Cell-free DNA (cfDNA) methylation analyses are increasingly being implemented for noninvasive screening, diagnosis and monitoring of physiological and pathological conditions. Here, I propose to expand these applications by focussing on 3 groups: healthy individuals, pregnant women and twins. First, I will assess intra-individual variation in cfDNA methylation by generating longitudinal and age-specific methylome data from healthy individuals, thus providing essential insights into the physiological variability and dynamics of cfDNA. In addition, the host lab developed a cfDNA methylation signature to predict early-onset preeclampsia presymptomatically in the first trimester of pregnancy.
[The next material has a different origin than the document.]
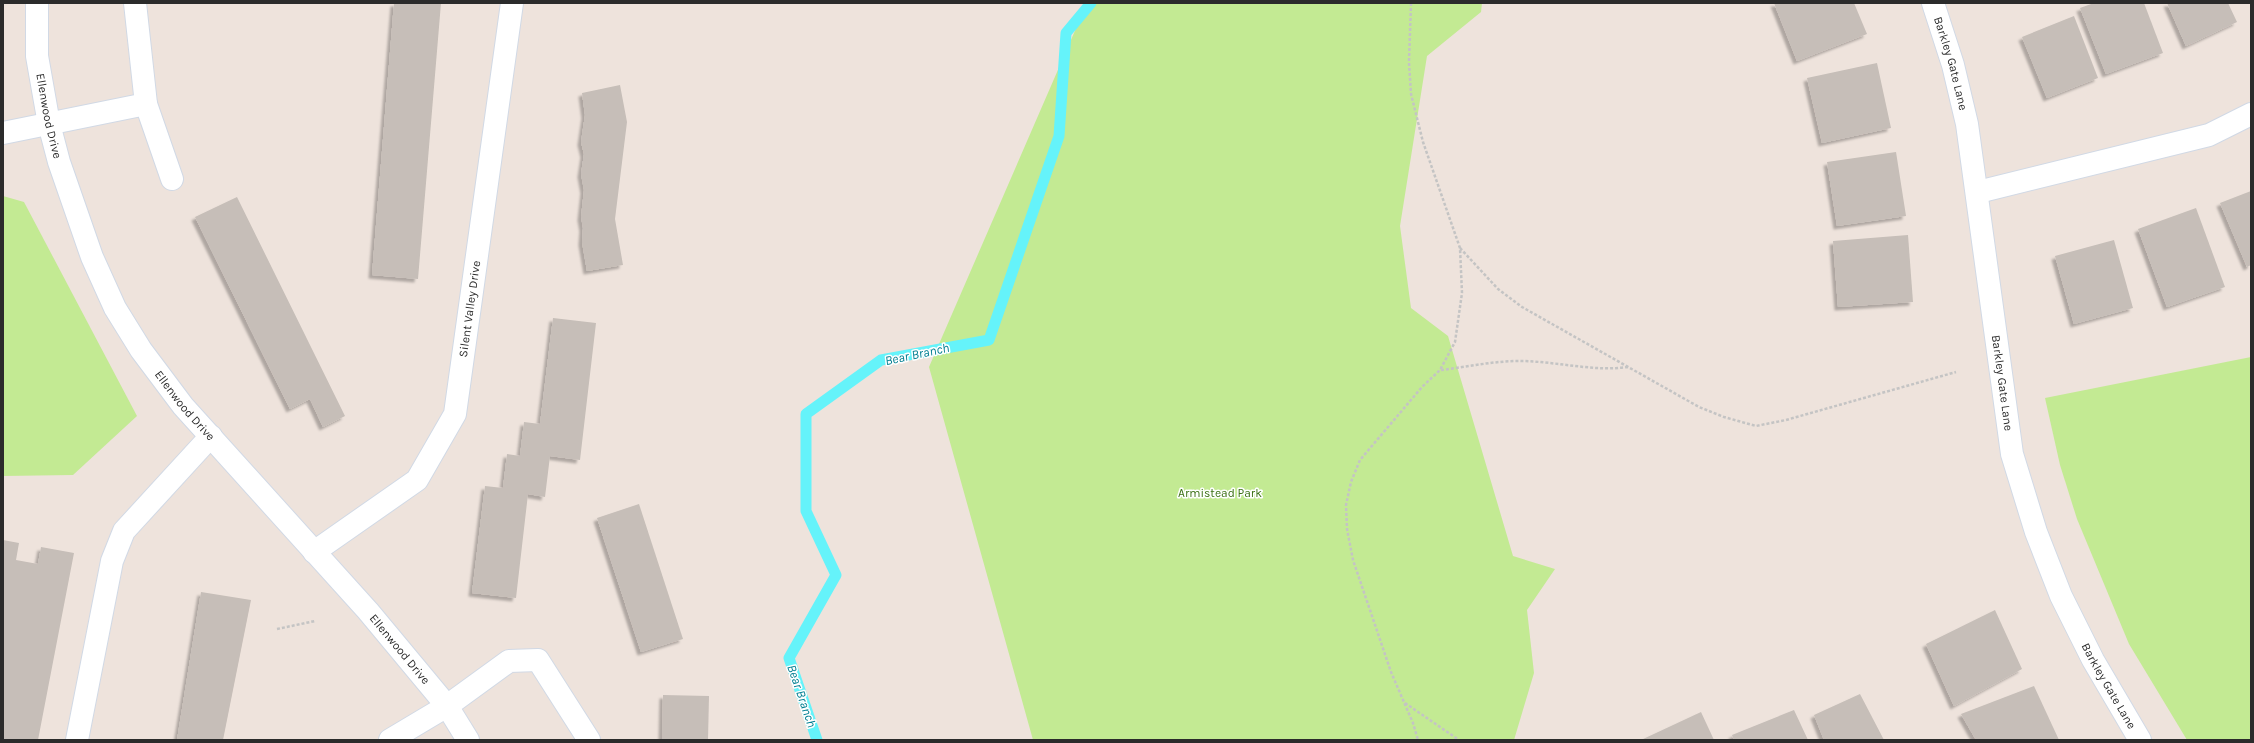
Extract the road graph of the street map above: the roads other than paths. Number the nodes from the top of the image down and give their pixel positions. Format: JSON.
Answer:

I will test if this signature also predicts late-onset preeclampsia. Next, I will develop a cfDNA methylation-based test to detect vanishing twins. This will provide not only basic knowledge but also a better interpretability of non-invasive prenatal tests. Lastly, I will assess if vanishing twin survivors carry a specific DNA methylation imprint, and test if that imprint elucidates the etiology of oculo-auriculo-vertebral-spectrum, a poorly understood, non-genetic developmental disorder. Gains to be expected from this project include early detection of preeclampsia and vanishing twins, thus reducing healthcare costs. In addition, charting cfDNA methylome variation will provide valuable information for screening programs and more tailored monitoring regimes in the near future.